DESCRIPTION OF THE TASK. Copy each line from the data that has the word "محمود" in it.
** RECORDS FOR THE EXERCISE follows **
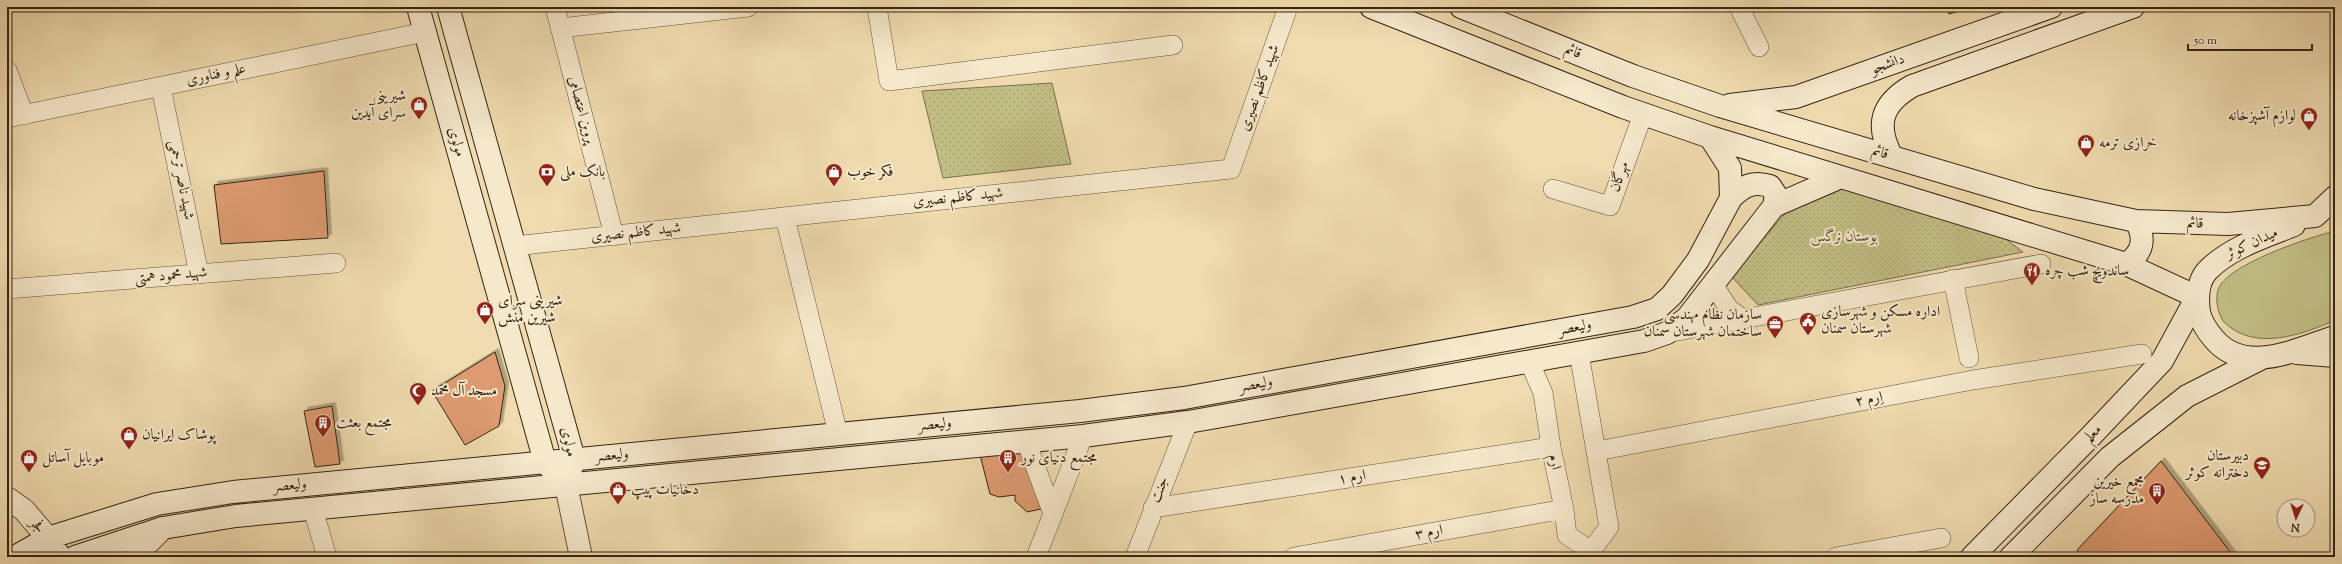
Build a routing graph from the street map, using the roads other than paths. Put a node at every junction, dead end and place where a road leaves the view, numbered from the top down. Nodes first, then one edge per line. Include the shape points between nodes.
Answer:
1 (418, 7) edge
2 (555, 7) edge
3 (748, 7) edge
4 (877, 7) edge
5 (1288, 7) edge
6 (1371, 7) edge
7 (1461, 7) edge
8 (1739, 7) edge
9 (2051, 7) edge
10 (2133, 7) edge
11 (450, 16) edge
12 (560, 28) junction
13 (425, 32) junction
14 (1173, 44) dead end
15 (1759, 47) dead end
16 (7, 70) edge
17 (161, 87) junction
18 (1720, 106) junction
19 (1643, 114) junction
20 (16, 116) edge
21 (1710, 137) junction
22 (1892, 157) junction
23 (1842, 177) junction
24 (1553, 189) dead end
25 (2335, 197) edge
26 (1732, 198) junction
27 (1774, 206) junction
28 (2325, 214) edge
29 (785, 217) junction
30 (2136, 221) junction
31 (614, 236) junction
32 (514, 246) junction
33 (336, 263) dead end
34 (2041, 264) dead end
35 (2126, 264) junction
36 (199, 274) junction
37 (1953, 279) junction
38 (1713, 284) junction
39 (7, 289) edge
40 (2197, 297) junction
41 (1743, 319) junction
42 (1667, 333) junction
43 (2335, 336) edge
44 (1580, 352) junction
45 (2288, 352) junction
46 (2142, 354) dead end
47 (2335, 356) edge
48 (1969, 358) dead end
49 (2262, 358) junction
50 (1529, 361) junction
51 (1080, 411) junction
52 (1023, 417) junction
53 (1188, 422) junction
54 (838, 434) junction
55 (1083, 436) junction
56 (1026, 441) junction
57 (1551, 447) junction
58 (1597, 451) junction
59 (574, 459) junction
60 (545, 462) junction
61 (566, 485) junction
62 (7, 498) edge
63 (1153, 508) junction
64 (313, 509) junction
65 (1564, 509) junction
66 (1053, 514) junction
67 (162, 528) junction
68 (48, 538) junction
69 (1941, 538) dead end
70 (1592, 554) edge
71 (15, 557) edge
72 (60, 557) edge
73 (75, 557) edge
74 (137, 557) edge
75 (327, 557) edge
76 (581, 557) edge
77 (1036, 557) edge
78 (1135, 557) edge
79 (1294, 557) edge
80 (1836, 557) edge
81 (1972, 557) edge
82 (2011, 557) edge

1 - 13 main road, مولوی
2 - 12 street, پروین اعتصامی
3 - 12 street
4 - 14 street via 889,81
5 - 29 street, شهید کاظم نصیری via 1231,169
6 - 19 main road
7 - 18 main road, قائم via 1632,76
8 - 15 street
9 - 18 main road, دانشجو via 1796,97
10 - 22 main road, دانشجو via 1912,86 1897,95 1887,108 1882,125 1884,142
11 - 13 main road
11 - 32 main road, مولوی
12 - 31 street, پروین اعتصامی
13 - 17 street, علم و فناوری
13 - 60 main road, مولوی
16 - 20 street
17 - 20 street, علم و فناوری
17 - 36 street, شهید ناصر ترحمی
18 - 22 main road, قائم
19 - 21 main road
19 - 24 street, مهرگان via 1610,206
21 - 23 main road
21 - 26 main road via 1730,168
22 - 30 main road, قائم via 2034,199
23 - 27 main road, ولیعصر
23 - 35 main road
25 - 28 main road
26 - 27 main road via 1746,185 1760,183 1770,186 1776,195
26 - 51 main road, ولیعصر via 1698,260 1672,295 1657,309 1633,317 1184,398
27 - 38 main road, ولیعصر
28 - 30 main road, قائم via 2228,224
28 - 40 main road, میدان کوثر via 2222,257 2207,271 2200,283
29 - 31 street, شهید کاظم نصیری
29 - 54 street
30 - 35 main road via 2143,241 2138,255
31 - 32 street, شهید کاظم نصیری
32 - 59 main road, مولوی
33 - 36 street, شهید محمود همتی
34 - 37 street
35 - 40 main road
36 - 39 street, شهید محمود همتی
37 - 41 street
37 - 48 street
38 - 41 street via 1729,308
38 - 42 main road, ولیعصر via 1687,318
40 - 49 main road, میدان کوثر via 2200,316 2220,346 2237,357
40 - 81 main road, معلم via 2162,361
41 - 42 street
42 - 44 main road, ولیعصر via 1644,341
43 - 45 main road, میدان کوثر
44 - 50 main road, ولیعصر
44 - 58 street, ارم
45 - 47 main road
45 - 49 main road, میدان کوثر
46 - 58 street, اِرم ۲ via 1965,382
49 - 82 main road, معلم via 2181,401 2110,457
50 - 53 main road, ولیعصر
50 - 57 street, ارم via 1543,393
51 - 52 main road, ولیعصر
51 - 55 main road
52 - 54 main road, ولیعصر
52 - 56 main road
53 - 55 main road, ولیعصر
53 - 63 street, جنت
54 - 59 main road, ولیعصر
55 - 56 main road, ولیعصر
55 - 66 street
56 - 61 main road, ولیعصر
56 - 66 street
57 - 63 street, ارم ۱
57 - 65 street, ارم
58 - 70 street, ارم via 1609,527
59 - 60 main road, ولیعصر
59 - 61 main road, مولوی
60 - 61 main road, مولوی
60 - 68 main road, ولیعصر via 232,492 157,504
61 - 64 main road, ولیعصر
61 - 76 main road
62 - 68 main road, فجر via 24,510
63 - 78 street, جنت
64 - 67 main road, ولیعصر via 236,516
64 - 75 street
65 - 70 street, ارم via 1566,535
65 - 79 street, ارم ۳
66 - 77 street
67 - 73 main road, ولیعصر
67 - 74 main road
68 - 71 main road, ولیعصر
68 - 72 main road, فجر
69 - 80 street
** End of RECORDS FOR THE EXERCISE **
EXERCISE RESPONSE.
33 - 36 street, شهید محمود همتی
36 - 39 street, شهید محمود همتی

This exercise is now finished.